**TASK INPUT**.
BEGIN
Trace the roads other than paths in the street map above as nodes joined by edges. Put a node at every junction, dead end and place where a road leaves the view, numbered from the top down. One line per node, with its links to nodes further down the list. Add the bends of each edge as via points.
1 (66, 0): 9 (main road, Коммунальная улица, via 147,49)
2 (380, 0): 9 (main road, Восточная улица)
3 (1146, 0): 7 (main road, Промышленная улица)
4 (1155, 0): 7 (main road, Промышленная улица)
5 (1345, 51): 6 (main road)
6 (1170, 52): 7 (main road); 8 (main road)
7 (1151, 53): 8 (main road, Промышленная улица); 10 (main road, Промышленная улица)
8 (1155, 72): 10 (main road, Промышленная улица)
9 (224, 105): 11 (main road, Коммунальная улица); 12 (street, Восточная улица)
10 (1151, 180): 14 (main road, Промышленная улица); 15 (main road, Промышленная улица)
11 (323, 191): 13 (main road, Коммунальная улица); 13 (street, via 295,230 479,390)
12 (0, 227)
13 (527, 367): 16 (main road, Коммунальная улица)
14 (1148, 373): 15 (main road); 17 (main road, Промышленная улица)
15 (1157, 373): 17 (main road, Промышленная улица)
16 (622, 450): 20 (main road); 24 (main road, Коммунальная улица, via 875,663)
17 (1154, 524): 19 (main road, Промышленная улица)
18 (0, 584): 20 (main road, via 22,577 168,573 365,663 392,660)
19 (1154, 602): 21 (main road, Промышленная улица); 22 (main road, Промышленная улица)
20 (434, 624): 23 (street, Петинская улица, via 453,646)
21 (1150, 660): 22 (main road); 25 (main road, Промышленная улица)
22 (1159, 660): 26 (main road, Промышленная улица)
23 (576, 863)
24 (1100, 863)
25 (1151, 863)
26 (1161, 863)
END
**EXERCISE BRIEF**. Repeat the material in full. Change nothing.

**REPLY TO THE TASK**.
Trace the roads other than paths in the street map above as nodes joined by edges. Put a node at every junction, dead end and place where a road leaves the view, numbered from the top down. One line per node, with its links to nodes further down the list. Add the bends of each edge as via points.
1 (66, 0): 9 (main road, Коммунальная улица, via 147,49)
2 (380, 0): 9 (main road, Восточная улица)
3 (1146, 0): 7 (main road, Промышленная улица)
4 (1155, 0): 7 (main road, Промышленная улица)
5 (1345, 51): 6 (main road)
6 (1170, 52): 7 (main road); 8 (main road)
7 (1151, 53): 8 (main road, Промышленная улица); 10 (main road, Промышленная улица)
8 (1155, 72): 10 (main road, Промышленная улица)
9 (224, 105): 11 (main road, Коммунальная улица); 12 (street, Восточная улица)
10 (1151, 180): 14 (main road, Промышленная улица); 15 (main road, Промышленная улица)
11 (323, 191): 13 (main road, Коммунальная улица); 13 (street, via 295,230 479,390)
12 (0, 227)
13 (527, 367): 16 (main road, Коммунальная улица)
14 (1148, 373): 15 (main road); 17 (main road, Промышленная улица)
15 (1157, 373): 17 (main road, Промышленная улица)
16 (622, 450): 20 (main road); 24 (main road, Коммунальная улица, via 875,663)
17 (1154, 524): 19 (main road, Промышленная улица)
18 (0, 584): 20 (main road, via 22,577 168,573 365,663 392,660)
19 (1154, 602): 21 (main road, Промышленная улица); 22 (main road, Промышленная улица)
20 (434, 624): 23 (street, Петинская улица, via 453,646)
21 (1150, 660): 22 (main road); 25 (main road, Промышленная улица)
22 (1159, 660): 26 (main road, Промышленная улица)
23 (576, 863)
24 (1100, 863)
25 (1151, 863)
26 (1161, 863)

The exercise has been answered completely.